Table: FPR of different methods under varying observation noise levels. (Brain network estimation using GC.)

References:

[1] Schreiber, T. Measuring information transfer. Physical review letters, 85(2), 461. 2000

[2] Baccalá et al. Partial directed coherence: a new concept in neural structure determination. Biological cybernetics, 84(6), 2001

[3] Yektaeian et al. Accelerated algorithms for source orientation detection and spatiotemporal LCMV beamforming in EEG source localization. Frontiers in Neuroscience, 2025.

[4] Wan et al. Electrophysiological brain source imaging via combinatorial search with provable optimality. AAAI, 2023

[5] Liu et al. Imaging brain extended sources from EEG/MEG based on variation sparsity using automatic relevance determination. Neurocomputing, 2020.

2. Reply to W2:

We appreciate the reviewer's suggestion about further exploration on the practical impact and translational potential of our approach. In the paper, we explored the real-data of the simultenously recorded iEEG and EEG during the working memory task, and uncovered the information flows between the cortical and subcortical brain structures during the maintanence and recall phase, which is consistent with and posit as an important extension of recent neuroscience studies, as this study provides a unique view by characterizing the dynamics of whole brain networks. We agree that epileptic network modeling can be a direct translational application validation; however, due to the scarce availability of simultaneous EEG and iEEG and lack of clinical annotations of epileptogenic zones and their propagation pathways, it can be our future plan to validate this approach on epilepsy dataset. We will work with our clinical collaborators for the validation on patients with epilepsy in the coming years.

For a better explanation of the clinical indications of our finding, we have the following in the discussion section.

“Given that working memory (WM) is a resource-limited system, the brain likely engages mechanisms to optimize attention, temporary storage, and manipulation of task-relevant information [1, 2]. Our findings support prior research showing that the basal ganglia, particularly the caudate nucleus, play a key role in verbal WM. The sustained activation of the caudate during encoding suggests involvement in goal maintenance and distraction suppression, functions often impaired in conditions such as ADHD, schizophrenia, and other neuropsychiatric disorders [3, 4]."

References:

[1] Chang et al. Temporal dynamics of basal ganglia response and connectivity during verbal working memory. Neuroimage, 34(3), 1253-1269, 2007.
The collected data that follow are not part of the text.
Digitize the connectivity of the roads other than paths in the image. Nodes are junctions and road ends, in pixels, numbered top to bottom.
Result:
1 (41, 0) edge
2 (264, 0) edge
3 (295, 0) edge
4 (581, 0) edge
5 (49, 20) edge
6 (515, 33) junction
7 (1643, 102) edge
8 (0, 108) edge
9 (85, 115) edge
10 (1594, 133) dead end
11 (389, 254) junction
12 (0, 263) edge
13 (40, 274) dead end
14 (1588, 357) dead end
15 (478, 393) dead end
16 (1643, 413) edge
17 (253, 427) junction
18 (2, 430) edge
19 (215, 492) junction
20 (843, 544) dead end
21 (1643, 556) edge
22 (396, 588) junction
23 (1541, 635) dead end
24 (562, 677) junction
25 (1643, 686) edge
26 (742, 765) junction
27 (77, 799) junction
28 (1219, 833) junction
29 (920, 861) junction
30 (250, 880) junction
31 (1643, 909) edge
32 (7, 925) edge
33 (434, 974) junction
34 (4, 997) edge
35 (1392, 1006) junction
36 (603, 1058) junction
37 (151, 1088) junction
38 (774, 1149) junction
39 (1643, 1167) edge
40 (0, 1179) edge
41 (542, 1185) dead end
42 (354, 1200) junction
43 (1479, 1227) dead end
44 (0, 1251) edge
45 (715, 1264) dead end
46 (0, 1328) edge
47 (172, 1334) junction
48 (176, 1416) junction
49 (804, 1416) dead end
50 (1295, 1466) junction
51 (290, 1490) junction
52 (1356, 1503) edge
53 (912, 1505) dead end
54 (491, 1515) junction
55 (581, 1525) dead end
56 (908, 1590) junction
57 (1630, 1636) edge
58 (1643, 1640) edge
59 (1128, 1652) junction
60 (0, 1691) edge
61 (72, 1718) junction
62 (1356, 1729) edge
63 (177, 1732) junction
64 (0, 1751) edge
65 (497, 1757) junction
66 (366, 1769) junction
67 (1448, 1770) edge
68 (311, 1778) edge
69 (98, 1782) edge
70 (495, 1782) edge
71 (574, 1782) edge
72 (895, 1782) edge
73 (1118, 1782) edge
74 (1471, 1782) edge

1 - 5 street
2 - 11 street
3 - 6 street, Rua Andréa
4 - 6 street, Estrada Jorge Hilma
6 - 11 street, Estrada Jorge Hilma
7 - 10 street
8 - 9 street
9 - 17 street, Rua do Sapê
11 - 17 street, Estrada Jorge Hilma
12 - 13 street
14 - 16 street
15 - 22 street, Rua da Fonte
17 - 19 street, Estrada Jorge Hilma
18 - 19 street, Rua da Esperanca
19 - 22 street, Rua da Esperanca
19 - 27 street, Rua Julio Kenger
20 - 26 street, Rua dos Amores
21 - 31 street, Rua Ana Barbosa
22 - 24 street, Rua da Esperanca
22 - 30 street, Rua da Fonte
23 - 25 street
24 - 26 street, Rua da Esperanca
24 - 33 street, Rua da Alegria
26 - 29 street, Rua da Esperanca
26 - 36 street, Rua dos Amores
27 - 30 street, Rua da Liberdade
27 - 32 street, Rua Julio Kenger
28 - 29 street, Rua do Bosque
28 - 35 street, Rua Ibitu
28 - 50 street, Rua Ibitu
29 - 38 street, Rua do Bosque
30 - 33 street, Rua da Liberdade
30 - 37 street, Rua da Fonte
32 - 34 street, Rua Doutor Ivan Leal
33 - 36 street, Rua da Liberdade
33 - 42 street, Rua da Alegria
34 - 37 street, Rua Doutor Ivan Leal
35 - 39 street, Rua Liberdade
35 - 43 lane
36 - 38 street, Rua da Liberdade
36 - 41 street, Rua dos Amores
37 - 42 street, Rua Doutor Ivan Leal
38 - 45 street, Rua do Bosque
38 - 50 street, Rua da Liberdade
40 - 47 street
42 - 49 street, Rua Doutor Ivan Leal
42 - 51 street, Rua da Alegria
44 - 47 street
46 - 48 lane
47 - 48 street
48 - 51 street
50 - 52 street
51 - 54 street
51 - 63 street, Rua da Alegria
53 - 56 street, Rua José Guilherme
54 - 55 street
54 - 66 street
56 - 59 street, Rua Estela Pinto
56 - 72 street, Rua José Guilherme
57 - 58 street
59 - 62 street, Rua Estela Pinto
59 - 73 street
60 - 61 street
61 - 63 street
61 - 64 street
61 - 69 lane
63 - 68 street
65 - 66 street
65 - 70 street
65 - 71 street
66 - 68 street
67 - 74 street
[2] Moore et al. Bilateral basal ganglia activity in verbal working memory. Brain and language, 125(3), 316-323, 2013

[3] Castellanos, & Proal. Large-scale brain systems in ADHD. Trends in Cognitive Sciences, 16(1), 17–26, 2012.

[4] Minzenberg et al. Meta-analysis of executive function in schizophrenia. Archives of General Psychiatry, 66(8), 811–822, 2009

3. Reply to Q1:

Yes, we used the Harvard-Oxford atlas, which includes 48 cortical regions and 21 subcortical regions.

4. Reply to Q2:

We thank the reviewer for the very insightful question. For the numerical experiments, we used random selection of iEEG electrodes in the source space to validate the algorithms without relying on a specific configuration of (1) iEEG montages and manufactures, (2) choices of surface electrocorticography or stereoelectroencephalography or a combination of both, (3) specific locations of iEEG electrodes, to insure the robustness and generalization of this proposed framework. In the real-data experiments, the iEEG locations are derived from the specific iEEG montage of patients with epilepsy.

For the simulated study, our framework is validated using a comprehensive analysis varying iEEG configurations with 2520 numerical experiments and up to 2.5 million time points. Our analysis included coverage rates ranging from 0% to 60% (with random electrode selection at each level), scenarios with varying numbers of active sources, and a comprehensive statistical assessment of method performance across all these configurations, with detailed results presented in Table 1 and Appendix A4.

We appreciate your insightful comments. We hope our clarifications have addressed your concerns and better conveyed the significance of our work.